The economic impact of the pandemic will negatively affect response and recovery should countries suffer a weather-related disaster. In view of the April forecast by Colorado State University, which suggests there will be above normal activity for the 2020 North Atlantic season, the region must now start planning for the very real possibility of managing two major events concurrently.

Difficult though it may seem, all the usual preparatory activities for the hurricane season must take place. The use of technology will be very important. In the lead-up to the season, national disaster offices must figure out how to plan and execute training and simulation exercises remotely. The ongoing pandemic presents a unique opportunity for response systems to be tested by the simulated event while managing a major real event. It also provides the opportunity for testing national coordination and communication systems as multiple response operations should be coordinated out of the national emergency operations centre, with satellite command centres reporting in to the national command centre.

Plans, standard operating procedures, and precautionary messages will have to be adjusted to include the combination of COVID-19 and hurricane operations.


In order to accommodate the physical distancing required for COVID-19 additional shelter space may be required. The process of identifying these spaces, inspecting them, and ensuring they meet required standards will take some time. In some instances, retrofitting may be necessary. Adequate supplies of water will be vital for preventing the spread of the virus.

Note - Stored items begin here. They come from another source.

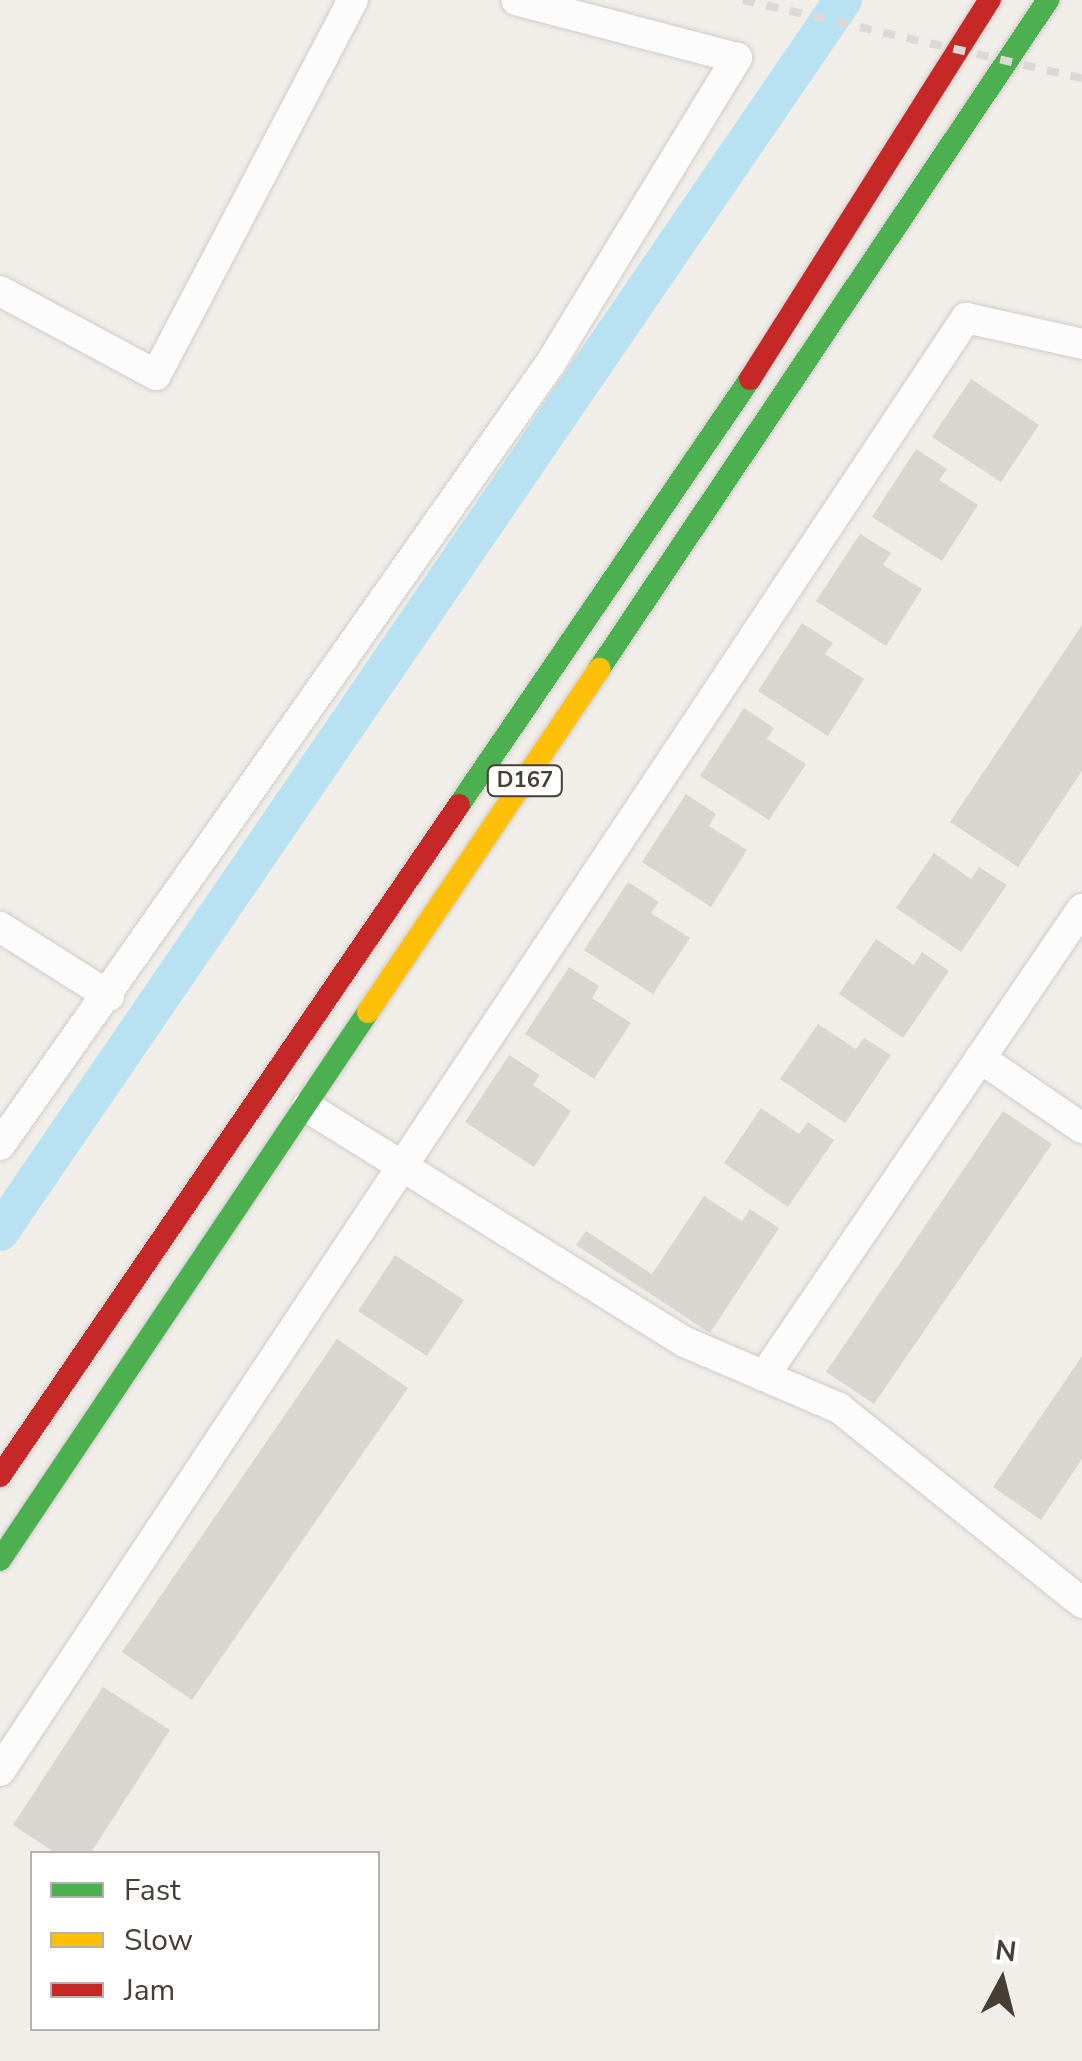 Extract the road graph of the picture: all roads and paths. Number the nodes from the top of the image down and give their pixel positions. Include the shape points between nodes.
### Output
1 (352, 0) edge
2 (516, 0) edge
3 (990, 0) edge
4 (1048, 0) edge
5 (0, 291) edge
6 (1082, 344) edge
7 (1082, 910) edge
8 (0, 927) edge
9 (110, 996) junction
10 (980, 1058) junction
11 (307, 1107) junction
12 (1082, 1128) edge
13 (0, 1145) edge
14 (405, 1170) junction
15 (764, 1376) junction
16 (0, 1476) edge
17 (0, 1560) edge
18 (1082, 1603) edge
19 (0, 1771) edge

1 - 5 street via 156,375
2 - 9 street via 737,58 550,364
3 - 16 main road, D167 via 734,404
4 - 11 main road, D167
6 - 14 street via 966,318
7 - 10 street
8 - 9 street
9 - 13 street
10 - 12 street
10 - 15 street
11 - 14 street
11 - 17 main road, D167
14 - 15 street via 684,1342
14 - 19 street
15 - 18 street via 839,1408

The need for additional storage capacity should be determined and installation of tanks and fittings undertaken.

Supplementing the normal shelter supplies with additional soap, disinfectants, and cleaning agents, as well as training of shelter managers and volunteers in disinfection must be done.

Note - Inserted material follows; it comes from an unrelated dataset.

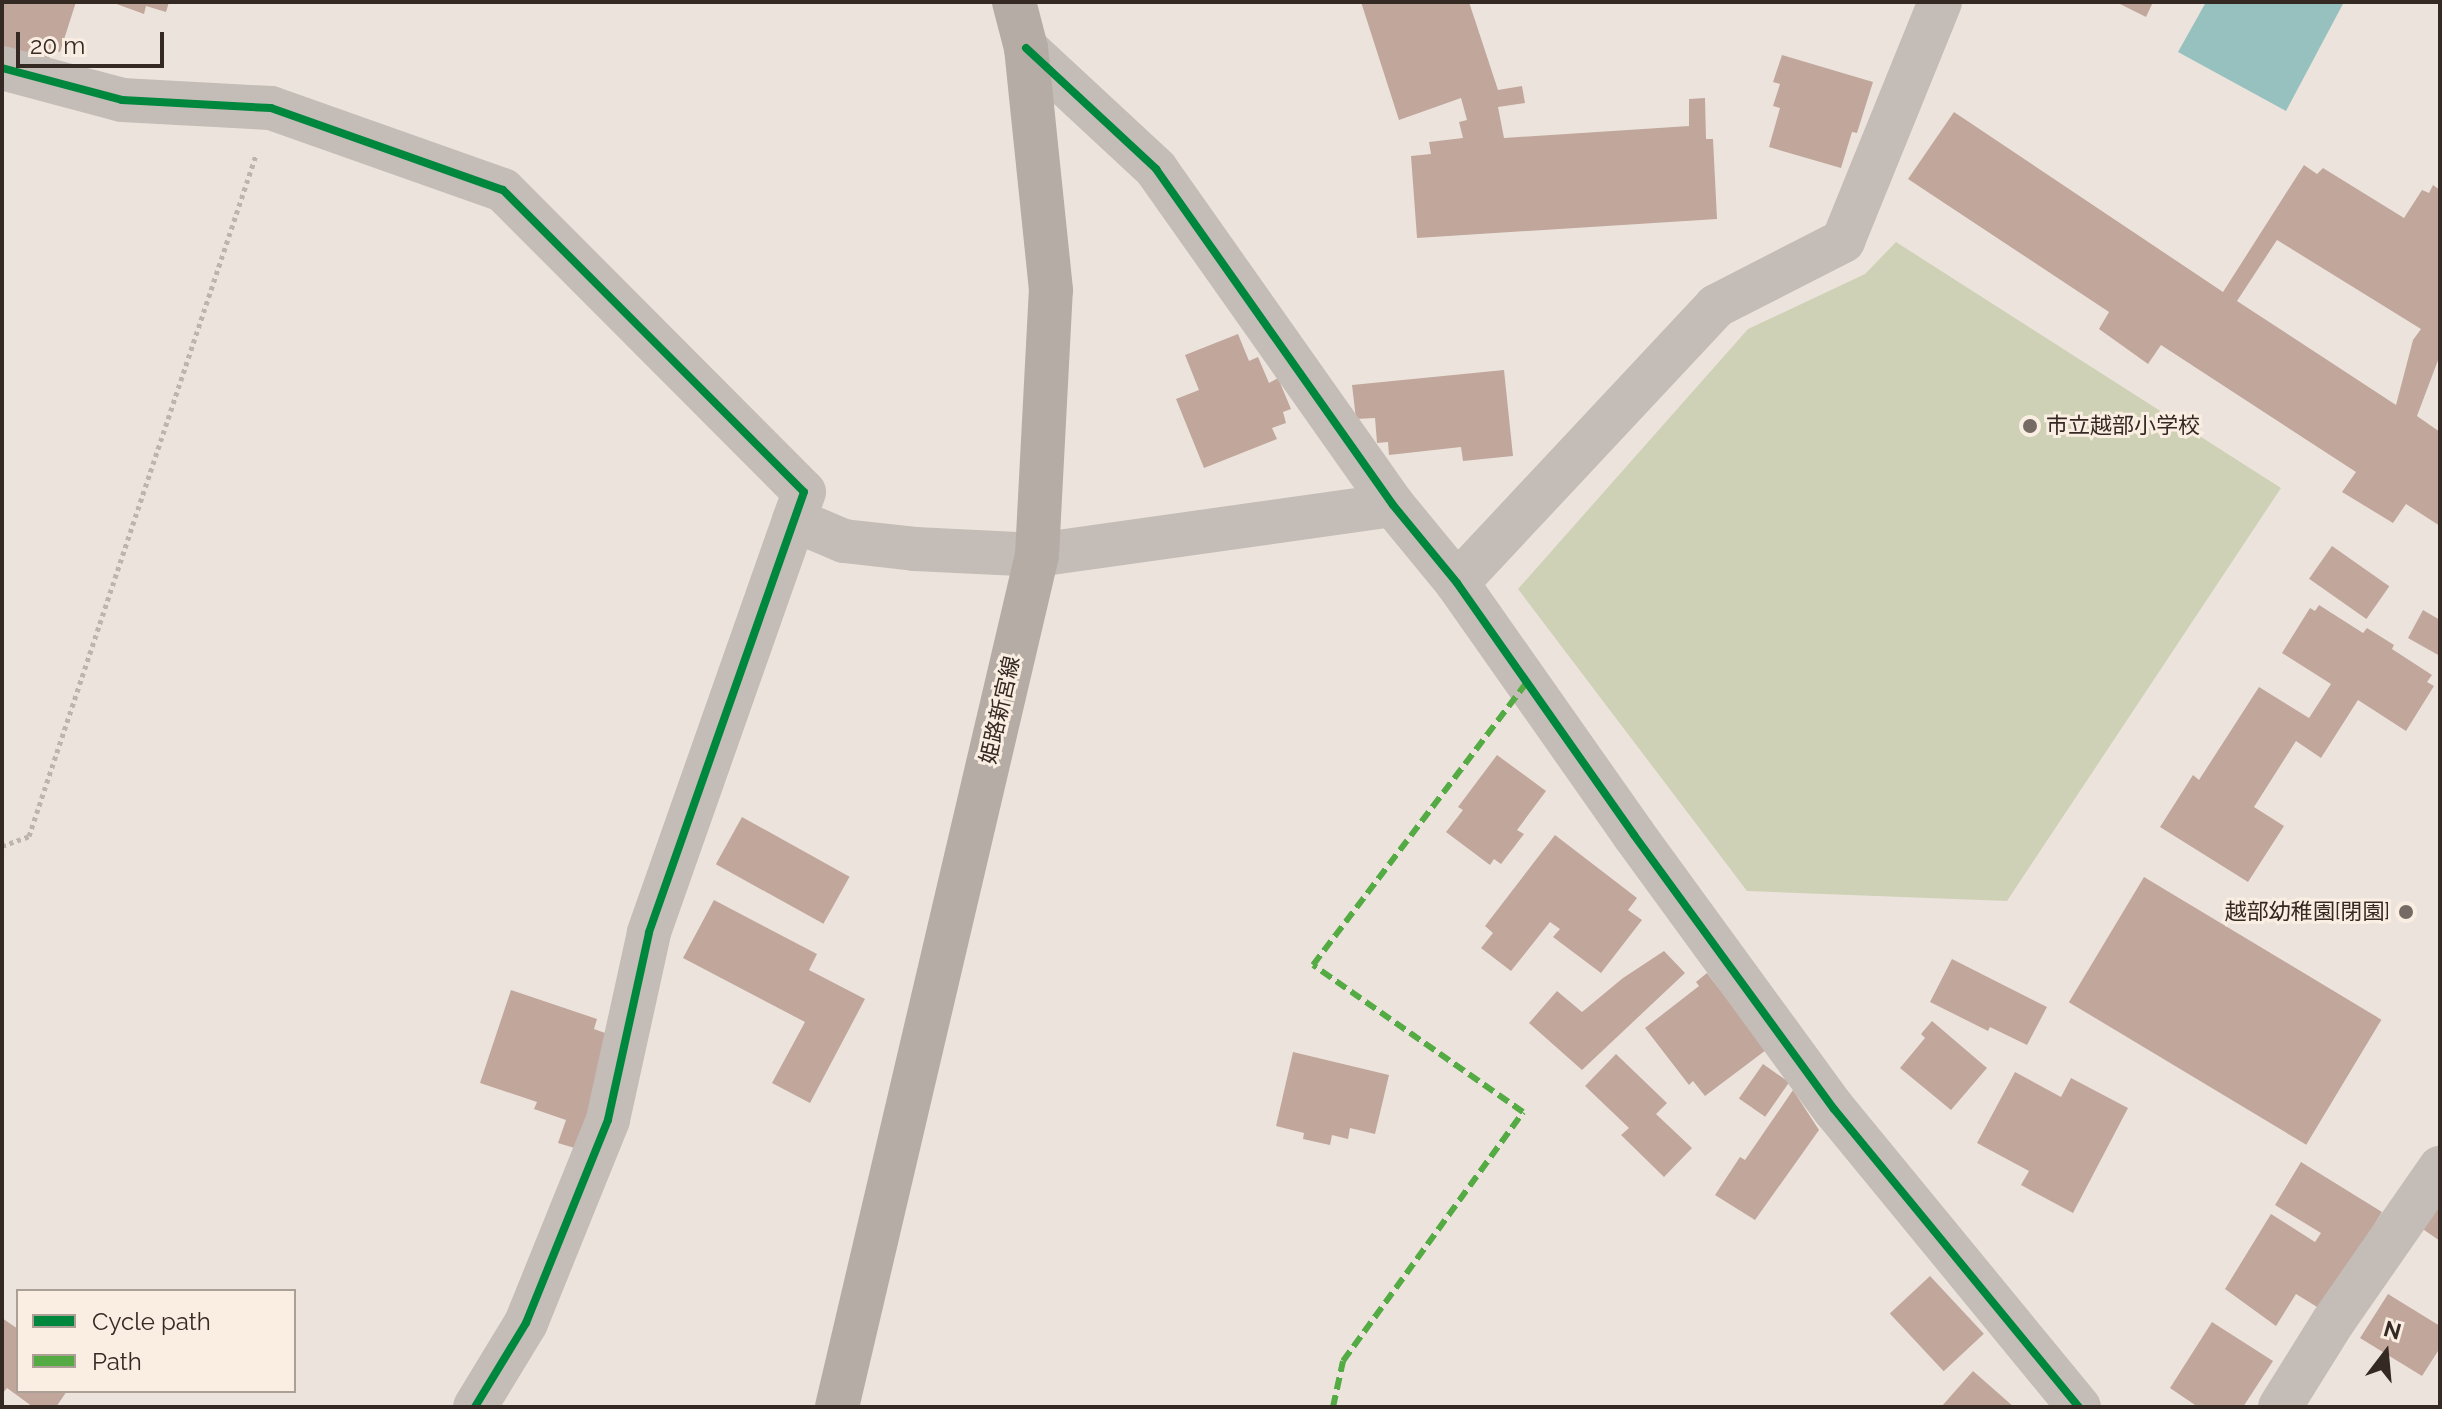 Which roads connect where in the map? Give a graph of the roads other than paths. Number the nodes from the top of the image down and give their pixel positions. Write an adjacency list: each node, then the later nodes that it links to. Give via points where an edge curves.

Since it should not be assumed that all evacuees will turn up with face masks, each shelter should have a supply of masks for staff and evacuees. Medical staff will need personal protective equipment, and these should be stored in the shelters' emergency kits. As a precaution, each shelter should have isolation areas in which evacuees who show symptoms of illness can be held or remain until they can be transported elsewhere.

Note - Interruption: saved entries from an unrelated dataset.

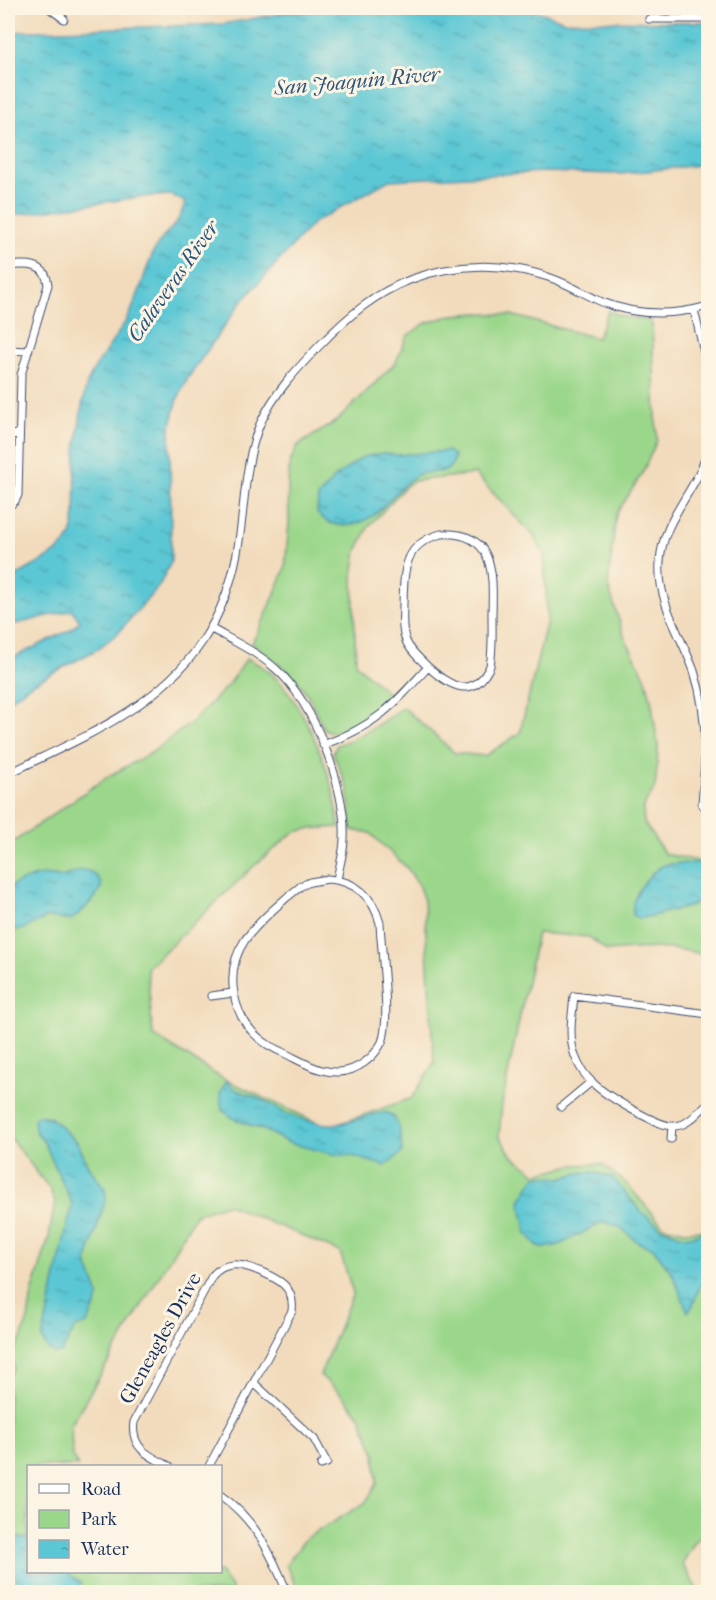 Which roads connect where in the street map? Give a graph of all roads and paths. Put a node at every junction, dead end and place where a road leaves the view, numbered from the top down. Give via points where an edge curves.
1 (49, 8) edge
2 (64, 19) dead end
3 (649, 19) dead end
4 (708, 19) edge
5 (8, 266) edge
6 (708, 306) edge
7 (694, 310) junction
8 (8, 350) edge
9 (28, 351) junction
10 (708, 369) edge
11 (19, 434) junction
12 (8, 435) edge
13 (708, 450) edge
14 (8, 507) edge
15 (210, 628) junction
16 (428, 667) junction
17 (323, 745) junction
18 (8, 774) edge
19 (706, 776) edge
20 (702, 805) dead end
21 (337, 880) junction
22 (234, 993) junction
23 (212, 996) dead end
24 (708, 1014) edge
25 (591, 1082) junction
26 (708, 1103) edge
27 (561, 1107) dead end
28 (672, 1126) junction
29 (671, 1139) dead end
30 (254, 1383) junction
31 (166, 1465) edge
32 (210, 1465) edge
33 (321, 1465) dead end
34 (222, 1497) edge
35 (287, 1593) edge

1 - 2 street
3 - 4 street
5 - 9 street via 36,266 48,280
6 - 7 street
7 - 10 street
7 - 15 street via 661,314 631,311 548,277 495,267 427,274 366,303 338,326 287,380 261,423 250,454 236,558 226,595
8 - 9 street
9 - 11 street via 21,375
11 - 12 street
11 - 14 street via 18,495
13 - 19 street via 698,478 670,521 660,562 665,602 700,692
15 - 17 street via 266,661 289,681 307,707
15 - 18 street via 179,671 137,707
16 - 16 street via 409,647 403,631 406,565 414,550 426,540 441,534 458,535 482,548 493,570 490,666 478,682 464,686 444,681
16 - 17 street via 381,716 356,732
17 - 21 street via 343,816 344,842
19 - 20 street
21 - 22 street via 301,886 252,932 237,958
21 - 22 street via 353,885 368,897 380,923 386,1024 372,1056 348,1070 330,1072 314,1067 252,1032 240,1014
22 - 23 street
24 - 25 street via 574,996 570,1027 573,1049
25 - 27 street
25 - 28 street via 660,1124
26 - 28 street via 689,1121
28 - 29 street
30 - 31 street, Gleneagles Drive via 290,1318 292,1298 278,1279 246,1265 227,1265 212,1276 134,1422 133,1436 140,1448
30 - 32 street, Gleneagles Drive
30 - 33 street via 314,1439 327,1463
34 - 35 street via 245,1516 260,1536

Within communities there will be persons such as the aged and mobility challenged who will need to be in close contact with emergency personnel if they are to be evacuated. Provision of adequate personal protective equipment for emergency responders will be required.

Community Emergency Response Teams (CERTS), which are part of the national disaster risk management structure, are present in many communities. These teams represent a valuable resource as they combine training in basic disaster management skills with a knowledge of communities and residents. These teams would be useful in inspections, mapping areas of high exposure and locations of vulnerable community members, and should be fully integrated into the response and recovery operations.

Minimising the risk of infection for first responders will require additional personal protective equipment, as well as training in self-protection. As many initial rescues are carried out by community members, CERTS and other community groups should be sensitised on self-protection and be equipped with personal protective equipment. I say sensitised because it might not now be practical to fully train multiple community groups.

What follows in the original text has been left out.